The dorsal horn of the spine is a more complex subsystem with more moving parts, and therefore more intelligence and agency. It receives nociceptive signals from the periphery and then decides whether to report them to the brain. Like the peripheral nerves, the sensitivity of the dorsal horn can be adjusted. For example, the brain can desensitize the dorsal horn through descending modulation.
As we look at higher level supersystems like the brain, we find far greater levels of intelligence and control over pain. Because this intelligence does not live in any particular place, but instead in a fabulously complex web of connections, creating change does not involve flicking any simple switches. Which might lead us to ask: why do complex systems change their behavior?
Homeostasis, stress and hormesis
Complex adaptive systems change so they can maintain a state of balance in relation to a changing environment.
Homeostasis is a state of balance providing the minimum or essential conditions for life. If the body does not preserve homeostasis by remaining within certain ranges of heat, fluid levels, blood pressure, it will die.
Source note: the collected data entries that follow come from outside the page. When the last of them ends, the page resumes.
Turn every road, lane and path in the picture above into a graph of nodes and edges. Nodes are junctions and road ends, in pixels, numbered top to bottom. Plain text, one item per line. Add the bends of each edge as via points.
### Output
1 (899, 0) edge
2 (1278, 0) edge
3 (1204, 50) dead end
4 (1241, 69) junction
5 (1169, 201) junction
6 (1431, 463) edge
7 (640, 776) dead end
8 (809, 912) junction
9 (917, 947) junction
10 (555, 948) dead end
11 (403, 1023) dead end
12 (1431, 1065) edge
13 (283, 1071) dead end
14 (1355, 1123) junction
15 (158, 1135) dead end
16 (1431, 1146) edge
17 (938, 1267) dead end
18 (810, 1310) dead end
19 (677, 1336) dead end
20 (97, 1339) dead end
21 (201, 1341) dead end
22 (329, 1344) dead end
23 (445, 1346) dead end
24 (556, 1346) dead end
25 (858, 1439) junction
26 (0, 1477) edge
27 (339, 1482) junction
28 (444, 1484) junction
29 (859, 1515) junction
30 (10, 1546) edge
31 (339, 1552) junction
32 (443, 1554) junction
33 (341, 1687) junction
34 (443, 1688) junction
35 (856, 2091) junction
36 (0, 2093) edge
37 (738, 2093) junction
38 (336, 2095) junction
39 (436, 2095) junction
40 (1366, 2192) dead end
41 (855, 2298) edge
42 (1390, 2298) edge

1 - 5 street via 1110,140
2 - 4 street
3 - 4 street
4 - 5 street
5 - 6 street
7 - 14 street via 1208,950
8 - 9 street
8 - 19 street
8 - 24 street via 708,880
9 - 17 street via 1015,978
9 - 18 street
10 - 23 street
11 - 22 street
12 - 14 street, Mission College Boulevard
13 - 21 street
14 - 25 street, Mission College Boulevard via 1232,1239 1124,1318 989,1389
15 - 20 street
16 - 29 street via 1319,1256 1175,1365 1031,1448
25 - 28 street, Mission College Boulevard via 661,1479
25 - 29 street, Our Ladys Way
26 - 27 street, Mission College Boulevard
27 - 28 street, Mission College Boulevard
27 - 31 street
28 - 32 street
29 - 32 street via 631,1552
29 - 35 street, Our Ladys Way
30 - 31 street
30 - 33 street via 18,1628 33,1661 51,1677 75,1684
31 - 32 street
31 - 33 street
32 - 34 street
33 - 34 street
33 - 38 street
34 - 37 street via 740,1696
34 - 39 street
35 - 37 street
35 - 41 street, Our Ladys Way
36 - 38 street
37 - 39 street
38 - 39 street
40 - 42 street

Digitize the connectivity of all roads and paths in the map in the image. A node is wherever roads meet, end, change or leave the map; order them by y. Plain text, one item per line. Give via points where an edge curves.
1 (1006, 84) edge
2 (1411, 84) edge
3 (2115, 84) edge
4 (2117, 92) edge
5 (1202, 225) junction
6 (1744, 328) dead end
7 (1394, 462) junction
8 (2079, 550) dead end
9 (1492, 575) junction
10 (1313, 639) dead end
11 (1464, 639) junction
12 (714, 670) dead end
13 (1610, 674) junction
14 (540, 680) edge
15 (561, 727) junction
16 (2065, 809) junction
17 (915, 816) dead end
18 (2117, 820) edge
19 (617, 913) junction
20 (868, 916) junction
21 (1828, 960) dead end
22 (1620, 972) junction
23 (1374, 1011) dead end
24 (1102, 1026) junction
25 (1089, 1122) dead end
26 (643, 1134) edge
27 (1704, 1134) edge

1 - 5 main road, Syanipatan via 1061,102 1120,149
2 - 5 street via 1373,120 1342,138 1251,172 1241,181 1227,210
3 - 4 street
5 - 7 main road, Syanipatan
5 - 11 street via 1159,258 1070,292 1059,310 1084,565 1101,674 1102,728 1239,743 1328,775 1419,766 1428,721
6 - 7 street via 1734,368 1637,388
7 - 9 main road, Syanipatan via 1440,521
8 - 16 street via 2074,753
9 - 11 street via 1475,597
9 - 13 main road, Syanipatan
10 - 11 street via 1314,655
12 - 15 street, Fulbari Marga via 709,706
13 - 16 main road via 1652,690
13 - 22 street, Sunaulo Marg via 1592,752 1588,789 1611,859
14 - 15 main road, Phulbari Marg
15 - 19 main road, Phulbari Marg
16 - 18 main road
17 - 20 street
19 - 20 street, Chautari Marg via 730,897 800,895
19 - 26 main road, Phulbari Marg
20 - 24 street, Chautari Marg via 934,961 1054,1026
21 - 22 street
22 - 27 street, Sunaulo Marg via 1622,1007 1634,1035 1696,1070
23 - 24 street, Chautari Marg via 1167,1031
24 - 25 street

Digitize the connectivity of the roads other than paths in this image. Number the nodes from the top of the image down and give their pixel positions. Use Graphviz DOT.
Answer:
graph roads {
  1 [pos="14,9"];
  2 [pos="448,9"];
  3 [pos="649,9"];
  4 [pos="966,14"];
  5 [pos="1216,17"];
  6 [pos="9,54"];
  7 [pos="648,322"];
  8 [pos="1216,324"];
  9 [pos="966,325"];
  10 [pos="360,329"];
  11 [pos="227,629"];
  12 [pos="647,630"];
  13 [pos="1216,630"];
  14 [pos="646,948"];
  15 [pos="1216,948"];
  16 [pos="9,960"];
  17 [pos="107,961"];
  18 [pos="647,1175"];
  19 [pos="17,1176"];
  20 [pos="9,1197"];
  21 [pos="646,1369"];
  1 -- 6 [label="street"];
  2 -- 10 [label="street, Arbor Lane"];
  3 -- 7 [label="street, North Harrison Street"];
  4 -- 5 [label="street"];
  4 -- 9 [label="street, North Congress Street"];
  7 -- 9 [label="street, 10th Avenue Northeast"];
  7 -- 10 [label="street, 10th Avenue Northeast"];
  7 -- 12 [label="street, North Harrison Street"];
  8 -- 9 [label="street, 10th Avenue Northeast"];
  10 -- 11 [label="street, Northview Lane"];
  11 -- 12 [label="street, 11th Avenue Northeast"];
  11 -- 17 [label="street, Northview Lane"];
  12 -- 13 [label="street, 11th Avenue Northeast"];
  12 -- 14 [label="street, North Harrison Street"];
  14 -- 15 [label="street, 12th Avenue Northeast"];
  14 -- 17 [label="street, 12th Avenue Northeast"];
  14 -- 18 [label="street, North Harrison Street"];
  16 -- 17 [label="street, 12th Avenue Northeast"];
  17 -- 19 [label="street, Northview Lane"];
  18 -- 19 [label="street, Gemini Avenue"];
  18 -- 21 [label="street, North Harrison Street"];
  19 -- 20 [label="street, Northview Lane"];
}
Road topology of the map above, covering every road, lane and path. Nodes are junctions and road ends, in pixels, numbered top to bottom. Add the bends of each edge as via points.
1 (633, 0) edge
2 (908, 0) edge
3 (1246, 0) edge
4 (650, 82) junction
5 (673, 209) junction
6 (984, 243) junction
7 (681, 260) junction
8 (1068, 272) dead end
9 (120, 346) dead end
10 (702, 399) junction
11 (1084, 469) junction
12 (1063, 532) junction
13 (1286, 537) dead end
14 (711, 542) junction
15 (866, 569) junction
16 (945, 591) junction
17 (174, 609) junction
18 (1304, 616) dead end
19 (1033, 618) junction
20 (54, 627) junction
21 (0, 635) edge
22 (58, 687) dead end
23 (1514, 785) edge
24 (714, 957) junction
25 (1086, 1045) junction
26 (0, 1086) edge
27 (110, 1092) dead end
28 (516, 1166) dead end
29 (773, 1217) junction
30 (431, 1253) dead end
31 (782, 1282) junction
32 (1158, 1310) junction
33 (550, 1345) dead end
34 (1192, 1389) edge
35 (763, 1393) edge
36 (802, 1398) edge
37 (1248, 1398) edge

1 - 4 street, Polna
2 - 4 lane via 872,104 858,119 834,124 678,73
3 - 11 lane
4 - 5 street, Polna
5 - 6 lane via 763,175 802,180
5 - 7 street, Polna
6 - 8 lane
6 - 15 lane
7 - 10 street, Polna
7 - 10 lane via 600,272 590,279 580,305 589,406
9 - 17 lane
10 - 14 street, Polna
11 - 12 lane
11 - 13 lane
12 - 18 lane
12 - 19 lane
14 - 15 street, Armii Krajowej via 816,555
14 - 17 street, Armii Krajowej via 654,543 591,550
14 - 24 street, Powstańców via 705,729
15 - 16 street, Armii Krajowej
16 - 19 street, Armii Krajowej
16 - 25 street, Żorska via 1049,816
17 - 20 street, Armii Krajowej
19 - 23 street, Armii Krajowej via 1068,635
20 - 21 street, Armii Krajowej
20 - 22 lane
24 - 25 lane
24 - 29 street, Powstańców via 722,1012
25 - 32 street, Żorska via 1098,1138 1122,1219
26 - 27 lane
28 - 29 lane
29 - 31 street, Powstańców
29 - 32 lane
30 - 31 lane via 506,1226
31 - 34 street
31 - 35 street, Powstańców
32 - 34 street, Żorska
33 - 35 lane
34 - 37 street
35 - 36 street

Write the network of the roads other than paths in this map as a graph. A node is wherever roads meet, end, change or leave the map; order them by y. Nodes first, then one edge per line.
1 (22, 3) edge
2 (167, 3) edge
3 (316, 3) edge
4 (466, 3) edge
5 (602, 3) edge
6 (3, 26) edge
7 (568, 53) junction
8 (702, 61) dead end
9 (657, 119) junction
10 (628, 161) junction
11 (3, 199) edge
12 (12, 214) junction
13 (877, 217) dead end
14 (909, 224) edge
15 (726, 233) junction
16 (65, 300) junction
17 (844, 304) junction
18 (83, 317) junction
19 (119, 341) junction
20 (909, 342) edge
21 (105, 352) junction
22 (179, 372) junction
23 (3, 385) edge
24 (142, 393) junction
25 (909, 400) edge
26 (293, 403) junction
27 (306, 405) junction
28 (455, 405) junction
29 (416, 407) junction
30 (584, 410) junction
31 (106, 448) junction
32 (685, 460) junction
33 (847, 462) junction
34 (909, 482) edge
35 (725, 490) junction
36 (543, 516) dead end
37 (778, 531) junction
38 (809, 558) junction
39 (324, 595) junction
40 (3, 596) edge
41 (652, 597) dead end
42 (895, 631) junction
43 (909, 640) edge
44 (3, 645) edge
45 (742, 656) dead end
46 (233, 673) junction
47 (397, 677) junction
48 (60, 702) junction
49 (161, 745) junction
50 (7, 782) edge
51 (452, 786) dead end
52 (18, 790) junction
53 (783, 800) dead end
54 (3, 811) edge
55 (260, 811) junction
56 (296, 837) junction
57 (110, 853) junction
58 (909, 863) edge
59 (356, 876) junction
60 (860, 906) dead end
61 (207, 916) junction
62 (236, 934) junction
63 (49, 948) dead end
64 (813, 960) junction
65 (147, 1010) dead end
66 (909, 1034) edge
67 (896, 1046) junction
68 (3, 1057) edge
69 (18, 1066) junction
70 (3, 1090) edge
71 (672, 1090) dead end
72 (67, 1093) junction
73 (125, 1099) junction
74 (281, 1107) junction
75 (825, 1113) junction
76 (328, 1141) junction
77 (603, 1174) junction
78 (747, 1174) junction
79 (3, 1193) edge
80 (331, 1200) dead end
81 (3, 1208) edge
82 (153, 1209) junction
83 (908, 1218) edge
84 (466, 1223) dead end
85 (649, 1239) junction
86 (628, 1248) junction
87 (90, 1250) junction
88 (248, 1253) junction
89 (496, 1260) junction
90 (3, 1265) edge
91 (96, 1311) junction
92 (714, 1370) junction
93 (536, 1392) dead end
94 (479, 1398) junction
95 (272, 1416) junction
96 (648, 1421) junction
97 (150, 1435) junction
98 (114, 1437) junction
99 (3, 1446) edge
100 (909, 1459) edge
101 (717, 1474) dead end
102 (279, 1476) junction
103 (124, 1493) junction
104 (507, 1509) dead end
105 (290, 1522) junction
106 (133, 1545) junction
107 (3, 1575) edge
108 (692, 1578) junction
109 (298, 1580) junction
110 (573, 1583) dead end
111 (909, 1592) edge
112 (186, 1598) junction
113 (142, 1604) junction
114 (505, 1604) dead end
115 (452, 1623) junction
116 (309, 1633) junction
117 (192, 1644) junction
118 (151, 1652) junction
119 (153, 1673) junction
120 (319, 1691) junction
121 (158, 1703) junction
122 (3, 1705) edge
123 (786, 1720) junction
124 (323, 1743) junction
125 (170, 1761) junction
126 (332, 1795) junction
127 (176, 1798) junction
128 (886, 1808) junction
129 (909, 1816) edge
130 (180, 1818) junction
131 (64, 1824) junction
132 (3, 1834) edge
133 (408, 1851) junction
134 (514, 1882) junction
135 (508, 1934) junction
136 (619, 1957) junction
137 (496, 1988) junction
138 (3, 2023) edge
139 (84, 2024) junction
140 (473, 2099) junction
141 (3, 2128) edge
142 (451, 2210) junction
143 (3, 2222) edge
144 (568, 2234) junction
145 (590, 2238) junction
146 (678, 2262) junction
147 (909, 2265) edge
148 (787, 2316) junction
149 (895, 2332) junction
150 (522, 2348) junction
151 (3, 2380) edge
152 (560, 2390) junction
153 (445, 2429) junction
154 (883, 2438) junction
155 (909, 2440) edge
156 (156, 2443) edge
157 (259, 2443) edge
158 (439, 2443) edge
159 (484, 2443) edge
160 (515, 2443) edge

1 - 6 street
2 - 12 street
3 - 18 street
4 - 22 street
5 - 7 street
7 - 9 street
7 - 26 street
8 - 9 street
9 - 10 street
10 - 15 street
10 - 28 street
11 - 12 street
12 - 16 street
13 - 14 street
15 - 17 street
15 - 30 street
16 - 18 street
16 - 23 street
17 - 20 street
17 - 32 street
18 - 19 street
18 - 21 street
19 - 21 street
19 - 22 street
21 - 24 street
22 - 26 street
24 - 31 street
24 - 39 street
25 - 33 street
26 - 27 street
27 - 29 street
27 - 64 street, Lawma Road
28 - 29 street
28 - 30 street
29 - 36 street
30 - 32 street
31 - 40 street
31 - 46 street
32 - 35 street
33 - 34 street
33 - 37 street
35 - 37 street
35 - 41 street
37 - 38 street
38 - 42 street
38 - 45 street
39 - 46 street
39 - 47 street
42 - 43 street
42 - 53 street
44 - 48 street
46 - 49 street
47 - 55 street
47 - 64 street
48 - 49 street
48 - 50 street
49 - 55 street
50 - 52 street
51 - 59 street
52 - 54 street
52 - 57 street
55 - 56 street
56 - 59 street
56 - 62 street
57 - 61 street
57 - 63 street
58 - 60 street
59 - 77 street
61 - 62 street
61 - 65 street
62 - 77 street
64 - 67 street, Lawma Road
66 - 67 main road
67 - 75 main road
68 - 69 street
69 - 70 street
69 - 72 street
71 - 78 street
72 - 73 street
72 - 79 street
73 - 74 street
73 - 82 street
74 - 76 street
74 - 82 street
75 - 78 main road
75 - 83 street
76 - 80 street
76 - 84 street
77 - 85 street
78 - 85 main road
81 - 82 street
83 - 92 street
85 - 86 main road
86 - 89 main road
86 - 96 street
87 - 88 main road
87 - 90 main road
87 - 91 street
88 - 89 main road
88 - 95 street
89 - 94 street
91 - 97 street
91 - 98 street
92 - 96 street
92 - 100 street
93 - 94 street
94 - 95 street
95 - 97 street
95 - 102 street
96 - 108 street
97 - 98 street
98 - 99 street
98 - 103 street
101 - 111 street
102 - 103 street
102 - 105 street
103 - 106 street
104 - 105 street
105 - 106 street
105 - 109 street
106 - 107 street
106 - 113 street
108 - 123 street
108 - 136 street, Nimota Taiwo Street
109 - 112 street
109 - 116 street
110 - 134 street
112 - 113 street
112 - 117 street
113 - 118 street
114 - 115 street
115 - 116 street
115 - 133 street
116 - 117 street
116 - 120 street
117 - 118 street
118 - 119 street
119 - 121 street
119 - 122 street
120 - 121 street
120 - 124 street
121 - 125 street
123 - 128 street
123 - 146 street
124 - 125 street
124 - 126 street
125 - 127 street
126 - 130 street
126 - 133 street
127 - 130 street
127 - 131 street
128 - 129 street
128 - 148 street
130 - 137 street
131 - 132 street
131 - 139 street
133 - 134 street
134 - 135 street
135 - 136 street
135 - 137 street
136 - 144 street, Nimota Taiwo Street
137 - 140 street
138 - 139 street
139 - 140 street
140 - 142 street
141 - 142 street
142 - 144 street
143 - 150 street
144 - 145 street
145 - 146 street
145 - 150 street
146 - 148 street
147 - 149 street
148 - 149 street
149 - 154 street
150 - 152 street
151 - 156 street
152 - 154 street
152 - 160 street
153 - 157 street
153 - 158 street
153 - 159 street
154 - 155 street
Allostasis refers to a slightly different concept – it is the dynamic process of changing states to adapt to the environment. Thus, an optimal state of balance is not static, but always shifting dynamically.
Stress is the process of using resources to respond to external or internal factors that push the system out of balance. For example, injury is a stressor that create a stress response. The stress response usually has three stages – alarm, resistance and recovery.
Hormesis occurs when a small amount of a certain stressor is beneficial, while larger amounts cause significant harm.
Exercise is the best known form of hormesis. The right dose - not too much not too little – helps tune and regulate the stress response system, making us healthier, and better able to withstand the same stressor in the future. What is less well appreciated is that the same rule applies to almost any kind of stressor, including exposure to toxins, heat, cold, anxiety, germs, etc. Thus, health is not necessarily served by reducing all forms of stress as low as possible. Instead, one should seek the optimum dosage of stress – not too high, not too low.
When the duration or intensity of stress is too high, the stress response may burn resources faster than they can be replenished. This can lead to a failure in recovery (exhaustion), and/or dysregulation of the stressed subsystem as discussed below.